* _Problem statement_: How many lines of these entries hold the string "Nodes"? Reply with the number alone.

* _Working data_:
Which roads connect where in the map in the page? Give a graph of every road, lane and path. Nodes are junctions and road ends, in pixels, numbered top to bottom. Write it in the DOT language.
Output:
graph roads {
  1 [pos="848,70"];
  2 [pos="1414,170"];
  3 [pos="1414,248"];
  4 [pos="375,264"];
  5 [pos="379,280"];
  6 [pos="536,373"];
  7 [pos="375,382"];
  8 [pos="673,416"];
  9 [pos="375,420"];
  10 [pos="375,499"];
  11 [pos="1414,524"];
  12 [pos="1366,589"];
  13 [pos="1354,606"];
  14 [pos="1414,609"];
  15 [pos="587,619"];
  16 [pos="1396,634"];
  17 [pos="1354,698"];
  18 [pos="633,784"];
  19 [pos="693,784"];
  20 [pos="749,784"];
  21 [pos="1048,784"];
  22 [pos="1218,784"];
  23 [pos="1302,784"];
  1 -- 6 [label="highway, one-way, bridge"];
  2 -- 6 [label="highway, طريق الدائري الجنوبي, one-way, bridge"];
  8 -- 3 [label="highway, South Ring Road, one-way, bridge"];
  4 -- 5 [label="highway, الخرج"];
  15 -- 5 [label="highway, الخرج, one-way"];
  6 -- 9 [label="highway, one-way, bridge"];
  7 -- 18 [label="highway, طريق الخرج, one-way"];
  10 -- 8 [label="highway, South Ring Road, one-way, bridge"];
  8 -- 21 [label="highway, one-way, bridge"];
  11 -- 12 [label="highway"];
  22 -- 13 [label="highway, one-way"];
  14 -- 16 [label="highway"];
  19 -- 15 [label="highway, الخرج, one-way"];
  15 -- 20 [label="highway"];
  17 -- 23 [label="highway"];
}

* * *

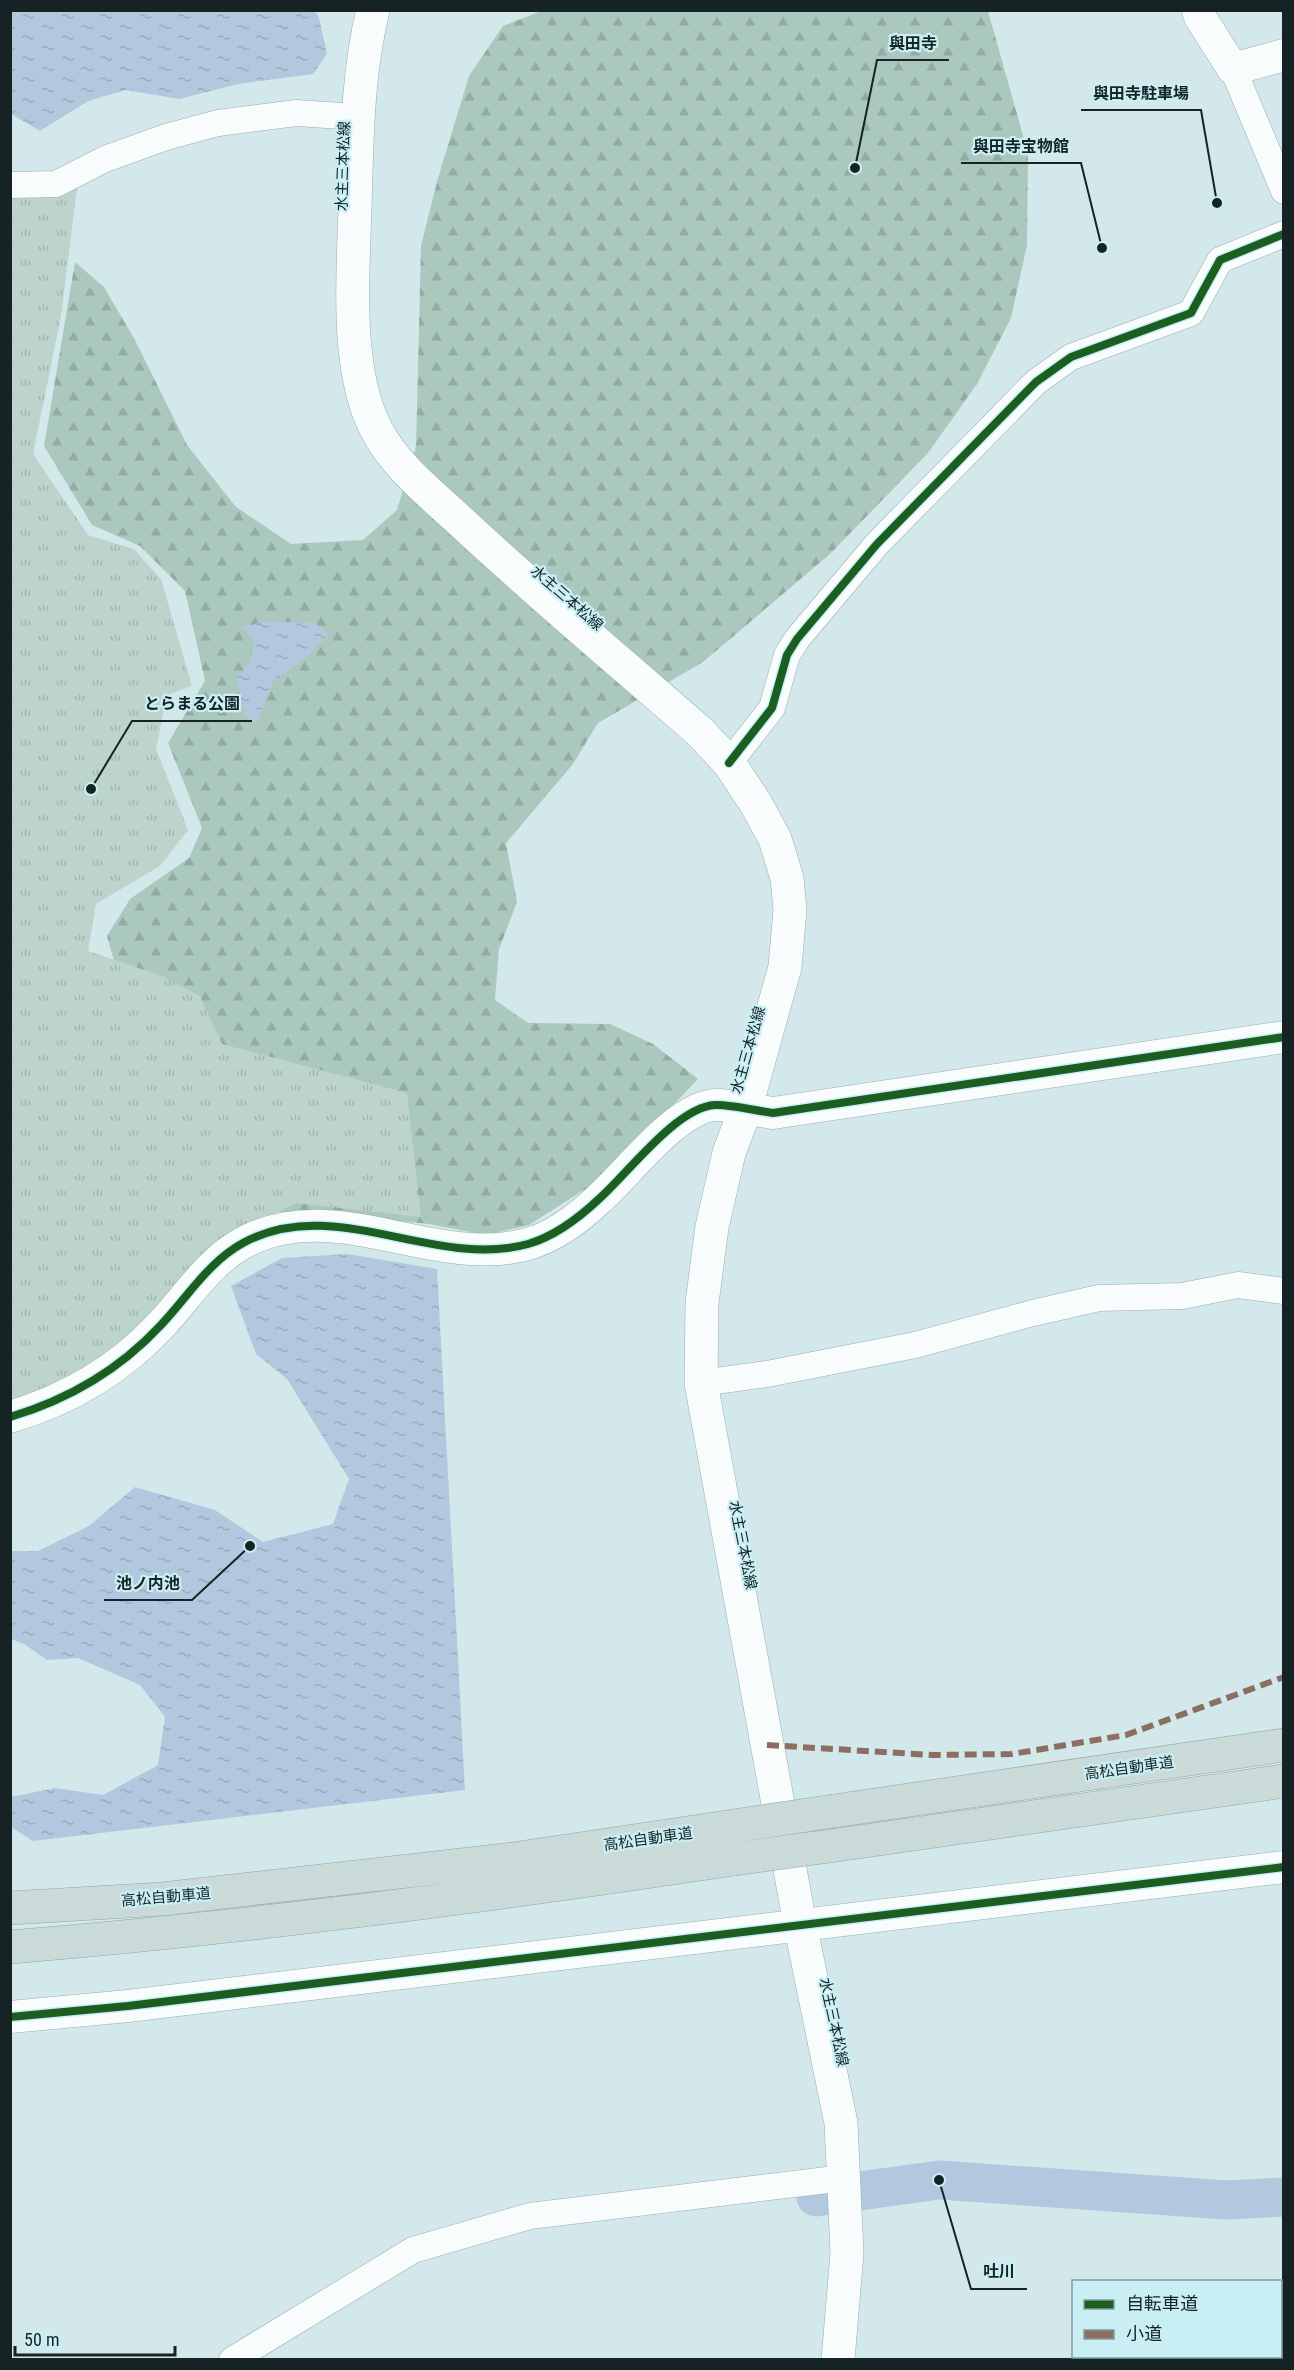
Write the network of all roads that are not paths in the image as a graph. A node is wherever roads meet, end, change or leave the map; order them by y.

--

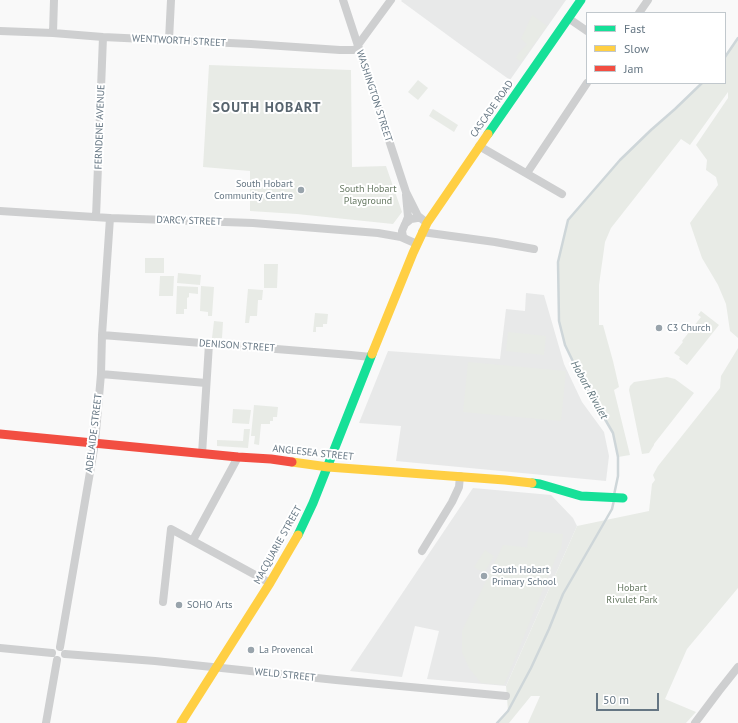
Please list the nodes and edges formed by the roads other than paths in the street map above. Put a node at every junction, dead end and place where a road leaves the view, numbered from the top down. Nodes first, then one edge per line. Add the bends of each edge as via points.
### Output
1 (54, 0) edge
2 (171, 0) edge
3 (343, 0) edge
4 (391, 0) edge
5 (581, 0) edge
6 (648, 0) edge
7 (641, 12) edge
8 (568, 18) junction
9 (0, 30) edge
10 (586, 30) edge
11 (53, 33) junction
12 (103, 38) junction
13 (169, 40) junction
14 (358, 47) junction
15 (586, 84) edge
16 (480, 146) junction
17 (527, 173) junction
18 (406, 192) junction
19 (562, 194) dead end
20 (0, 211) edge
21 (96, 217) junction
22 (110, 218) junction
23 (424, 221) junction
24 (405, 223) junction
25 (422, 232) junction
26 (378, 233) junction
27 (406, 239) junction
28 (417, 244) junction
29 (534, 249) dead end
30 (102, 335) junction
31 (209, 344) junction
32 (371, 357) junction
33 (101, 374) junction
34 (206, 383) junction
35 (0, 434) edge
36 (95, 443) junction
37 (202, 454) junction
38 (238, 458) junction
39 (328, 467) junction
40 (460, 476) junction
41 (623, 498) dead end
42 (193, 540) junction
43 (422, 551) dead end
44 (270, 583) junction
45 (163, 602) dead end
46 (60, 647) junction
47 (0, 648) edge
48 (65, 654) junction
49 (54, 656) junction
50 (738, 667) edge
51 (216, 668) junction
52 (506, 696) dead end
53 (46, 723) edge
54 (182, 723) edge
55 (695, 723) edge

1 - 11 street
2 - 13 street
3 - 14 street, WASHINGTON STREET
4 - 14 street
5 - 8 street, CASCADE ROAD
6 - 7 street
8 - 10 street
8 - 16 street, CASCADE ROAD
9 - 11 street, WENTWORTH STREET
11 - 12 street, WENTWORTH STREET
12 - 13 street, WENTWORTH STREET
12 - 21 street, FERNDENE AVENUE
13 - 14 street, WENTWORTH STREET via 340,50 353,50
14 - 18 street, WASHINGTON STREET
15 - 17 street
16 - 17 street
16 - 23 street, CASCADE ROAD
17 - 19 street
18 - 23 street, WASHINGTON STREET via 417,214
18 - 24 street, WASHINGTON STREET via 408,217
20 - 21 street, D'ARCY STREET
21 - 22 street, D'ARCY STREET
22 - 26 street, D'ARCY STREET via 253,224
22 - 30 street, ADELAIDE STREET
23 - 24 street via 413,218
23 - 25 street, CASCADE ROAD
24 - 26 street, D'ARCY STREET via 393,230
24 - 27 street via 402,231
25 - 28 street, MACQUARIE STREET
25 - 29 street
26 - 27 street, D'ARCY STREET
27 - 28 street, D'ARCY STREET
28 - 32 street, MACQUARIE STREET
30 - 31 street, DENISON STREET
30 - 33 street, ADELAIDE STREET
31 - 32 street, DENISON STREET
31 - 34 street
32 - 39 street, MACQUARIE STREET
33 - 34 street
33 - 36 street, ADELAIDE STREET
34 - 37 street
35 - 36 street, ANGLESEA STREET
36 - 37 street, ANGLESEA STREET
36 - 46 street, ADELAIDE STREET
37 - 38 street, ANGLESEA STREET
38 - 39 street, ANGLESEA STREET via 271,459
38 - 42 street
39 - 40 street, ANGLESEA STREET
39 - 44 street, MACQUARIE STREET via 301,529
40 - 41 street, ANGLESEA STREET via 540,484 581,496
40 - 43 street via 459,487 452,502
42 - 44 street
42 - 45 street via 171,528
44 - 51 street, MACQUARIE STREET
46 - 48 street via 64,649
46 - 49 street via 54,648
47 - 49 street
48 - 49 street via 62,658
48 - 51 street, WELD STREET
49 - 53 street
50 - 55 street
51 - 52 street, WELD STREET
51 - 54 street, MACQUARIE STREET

* _Answer area_: 2